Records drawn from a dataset
┌────────
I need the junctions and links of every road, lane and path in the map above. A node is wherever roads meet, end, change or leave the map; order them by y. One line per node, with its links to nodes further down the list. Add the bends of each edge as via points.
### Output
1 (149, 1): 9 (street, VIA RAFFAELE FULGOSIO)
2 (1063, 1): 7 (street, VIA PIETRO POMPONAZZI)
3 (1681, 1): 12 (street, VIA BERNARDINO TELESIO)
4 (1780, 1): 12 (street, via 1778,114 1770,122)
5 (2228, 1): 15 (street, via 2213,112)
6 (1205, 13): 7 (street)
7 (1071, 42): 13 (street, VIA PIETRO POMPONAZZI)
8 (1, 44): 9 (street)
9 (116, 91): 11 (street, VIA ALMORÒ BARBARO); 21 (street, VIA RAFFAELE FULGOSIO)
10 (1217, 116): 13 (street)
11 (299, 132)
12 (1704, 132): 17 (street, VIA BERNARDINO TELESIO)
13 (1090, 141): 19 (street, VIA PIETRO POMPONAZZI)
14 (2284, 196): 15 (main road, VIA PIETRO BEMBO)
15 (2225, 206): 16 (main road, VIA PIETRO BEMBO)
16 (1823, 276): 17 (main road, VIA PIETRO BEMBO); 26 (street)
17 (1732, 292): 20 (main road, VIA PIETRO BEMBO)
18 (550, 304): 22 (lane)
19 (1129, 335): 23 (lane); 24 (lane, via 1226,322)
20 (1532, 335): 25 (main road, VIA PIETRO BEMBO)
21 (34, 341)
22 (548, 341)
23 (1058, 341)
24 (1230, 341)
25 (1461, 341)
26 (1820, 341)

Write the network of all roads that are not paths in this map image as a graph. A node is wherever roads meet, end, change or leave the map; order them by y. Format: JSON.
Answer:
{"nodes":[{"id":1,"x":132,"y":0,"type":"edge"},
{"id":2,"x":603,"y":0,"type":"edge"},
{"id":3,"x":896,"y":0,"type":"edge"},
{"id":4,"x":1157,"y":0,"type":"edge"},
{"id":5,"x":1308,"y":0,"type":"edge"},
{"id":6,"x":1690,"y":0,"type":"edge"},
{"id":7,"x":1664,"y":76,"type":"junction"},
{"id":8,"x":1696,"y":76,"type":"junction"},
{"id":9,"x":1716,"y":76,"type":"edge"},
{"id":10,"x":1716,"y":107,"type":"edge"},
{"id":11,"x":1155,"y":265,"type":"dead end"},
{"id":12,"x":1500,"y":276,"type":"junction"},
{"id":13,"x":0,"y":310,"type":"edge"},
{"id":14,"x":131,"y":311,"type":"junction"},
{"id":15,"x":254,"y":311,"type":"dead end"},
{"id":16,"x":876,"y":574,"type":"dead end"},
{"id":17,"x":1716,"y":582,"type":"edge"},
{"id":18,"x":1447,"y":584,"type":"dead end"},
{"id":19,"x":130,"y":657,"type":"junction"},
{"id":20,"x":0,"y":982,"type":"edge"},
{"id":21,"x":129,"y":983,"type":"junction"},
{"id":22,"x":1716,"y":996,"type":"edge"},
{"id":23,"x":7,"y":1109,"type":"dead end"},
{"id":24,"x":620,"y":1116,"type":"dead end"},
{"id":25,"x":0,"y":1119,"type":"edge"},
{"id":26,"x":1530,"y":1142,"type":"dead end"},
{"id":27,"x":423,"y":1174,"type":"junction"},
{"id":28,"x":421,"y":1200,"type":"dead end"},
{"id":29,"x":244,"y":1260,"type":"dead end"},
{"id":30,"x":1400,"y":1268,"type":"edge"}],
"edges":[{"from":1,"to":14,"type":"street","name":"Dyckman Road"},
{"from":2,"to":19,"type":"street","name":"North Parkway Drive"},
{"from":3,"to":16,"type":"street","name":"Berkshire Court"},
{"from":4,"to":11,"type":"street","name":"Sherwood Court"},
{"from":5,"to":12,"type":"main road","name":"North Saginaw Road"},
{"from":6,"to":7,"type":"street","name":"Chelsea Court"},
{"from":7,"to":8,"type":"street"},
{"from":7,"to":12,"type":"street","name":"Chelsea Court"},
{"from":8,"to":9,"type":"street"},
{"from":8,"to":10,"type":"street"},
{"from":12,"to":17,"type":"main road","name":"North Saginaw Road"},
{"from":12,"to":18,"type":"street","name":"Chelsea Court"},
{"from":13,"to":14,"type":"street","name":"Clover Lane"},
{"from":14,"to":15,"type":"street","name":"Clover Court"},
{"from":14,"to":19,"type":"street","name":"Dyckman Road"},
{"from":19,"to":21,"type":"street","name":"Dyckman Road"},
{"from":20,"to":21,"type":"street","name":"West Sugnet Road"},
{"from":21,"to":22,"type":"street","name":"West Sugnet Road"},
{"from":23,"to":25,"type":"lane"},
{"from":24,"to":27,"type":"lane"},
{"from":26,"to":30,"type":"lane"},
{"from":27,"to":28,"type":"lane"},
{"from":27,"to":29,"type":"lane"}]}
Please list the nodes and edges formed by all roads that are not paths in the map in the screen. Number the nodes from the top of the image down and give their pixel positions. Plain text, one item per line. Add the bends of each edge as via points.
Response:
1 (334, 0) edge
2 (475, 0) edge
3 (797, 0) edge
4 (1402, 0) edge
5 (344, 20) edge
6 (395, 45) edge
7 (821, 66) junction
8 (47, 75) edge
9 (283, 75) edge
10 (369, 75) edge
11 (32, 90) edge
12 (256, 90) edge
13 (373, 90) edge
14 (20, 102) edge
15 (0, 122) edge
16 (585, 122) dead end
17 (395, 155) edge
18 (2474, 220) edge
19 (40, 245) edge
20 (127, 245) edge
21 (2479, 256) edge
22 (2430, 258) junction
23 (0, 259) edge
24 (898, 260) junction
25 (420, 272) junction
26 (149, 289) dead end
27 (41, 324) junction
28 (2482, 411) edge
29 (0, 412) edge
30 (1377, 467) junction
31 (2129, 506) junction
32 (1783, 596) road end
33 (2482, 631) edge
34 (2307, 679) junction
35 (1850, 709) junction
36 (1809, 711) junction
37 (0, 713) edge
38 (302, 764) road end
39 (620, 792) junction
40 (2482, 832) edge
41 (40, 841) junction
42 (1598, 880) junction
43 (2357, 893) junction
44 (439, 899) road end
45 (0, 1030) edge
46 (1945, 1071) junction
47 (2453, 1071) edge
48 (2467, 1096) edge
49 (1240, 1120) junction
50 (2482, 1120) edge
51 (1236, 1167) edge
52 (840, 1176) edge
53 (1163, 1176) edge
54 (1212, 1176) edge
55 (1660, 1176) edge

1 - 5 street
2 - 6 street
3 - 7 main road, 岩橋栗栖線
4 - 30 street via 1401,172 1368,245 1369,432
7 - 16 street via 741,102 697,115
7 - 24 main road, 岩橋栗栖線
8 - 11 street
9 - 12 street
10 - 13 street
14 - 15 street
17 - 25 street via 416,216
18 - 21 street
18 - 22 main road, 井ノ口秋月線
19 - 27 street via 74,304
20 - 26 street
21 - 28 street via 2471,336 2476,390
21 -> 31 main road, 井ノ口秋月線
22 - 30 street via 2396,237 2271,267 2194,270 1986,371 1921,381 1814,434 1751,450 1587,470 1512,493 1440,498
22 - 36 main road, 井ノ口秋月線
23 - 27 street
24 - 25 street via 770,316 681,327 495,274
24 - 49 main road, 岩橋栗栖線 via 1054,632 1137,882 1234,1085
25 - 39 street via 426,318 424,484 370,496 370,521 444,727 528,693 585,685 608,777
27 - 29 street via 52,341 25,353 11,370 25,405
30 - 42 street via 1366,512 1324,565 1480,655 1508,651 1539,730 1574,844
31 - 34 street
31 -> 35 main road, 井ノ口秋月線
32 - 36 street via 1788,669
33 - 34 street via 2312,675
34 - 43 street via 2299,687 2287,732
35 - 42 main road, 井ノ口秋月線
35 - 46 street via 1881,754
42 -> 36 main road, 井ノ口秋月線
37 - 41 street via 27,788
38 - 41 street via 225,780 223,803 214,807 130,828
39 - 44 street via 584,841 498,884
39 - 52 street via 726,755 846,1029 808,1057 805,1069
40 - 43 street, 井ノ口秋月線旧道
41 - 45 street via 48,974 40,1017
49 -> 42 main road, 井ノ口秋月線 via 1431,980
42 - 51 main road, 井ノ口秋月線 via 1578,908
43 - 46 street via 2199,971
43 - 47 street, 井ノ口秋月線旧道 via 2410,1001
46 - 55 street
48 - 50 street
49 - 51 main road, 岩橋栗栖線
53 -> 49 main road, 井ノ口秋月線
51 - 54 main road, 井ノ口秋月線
└────────
Work required →
Only the lines from the first line of the records through the one containing "Write the network" should be reproduced, exactly, with both of them included.

Exercise result →
I need the junctions and links of every road, lane and path in the map above. A node is wherever roads meet, end, change or leave the map; order them by y. One line per node, with its links to nodes further down the list. Add the bends of each edge as via points.
### Output
1 (149, 1): 9 (street, VIA RAFFAELE FULGOSIO)
2 (1063, 1): 7 (street, VIA PIETRO POMPONAZZI)
3 (1681, 1): 12 (street, VIA BERNARDINO TELESIO)
4 (1780, 1): 12 (street, via 1778,114 1770,122)
5 (2228, 1): 15 (street, via 2213,112)
6 (1205, 13): 7 (street)
7 (1071, 42): 13 (street, VIA PIETRO POMPONAZZI)
8 (1, 44): 9 (street)
9 (116, 91): 11 (street, VIA ALMORÒ BARBARO); 21 (street, VIA RAFFAELE FULGOSIO)
10 (1217, 116): 13 (street)
11 (299, 132)
12 (1704, 132): 17 (street, VIA BERNARDINO TELESIO)
13 (1090, 141): 19 (street, VIA PIETRO POMPONAZZI)
14 (2284, 196): 15 (main road, VIA PIETRO BEMBO)
15 (2225, 206): 16 (main road, VIA PIETRO BEMBO)
16 (1823, 276): 17 (main road, VIA PIETRO BEMBO); 26 (street)
17 (1732, 292): 20 (main road, VIA PIETRO BEMBO)
18 (550, 304): 22 (lane)
19 (1129, 335): 23 (lane); 24 (lane, via 1226,322)
20 (1532, 335): 25 (main road, VIA PIETRO BEMBO)
21 (34, 341)
22 (548, 341)
23 (1058, 341)
24 (1230, 341)
25 (1461, 341)
26 (1820, 341)

Write the network of all roads that are not paths in this map image as a graph. A node is wherever roads meet, end, change or leave the map; order them by y. Format: JSON.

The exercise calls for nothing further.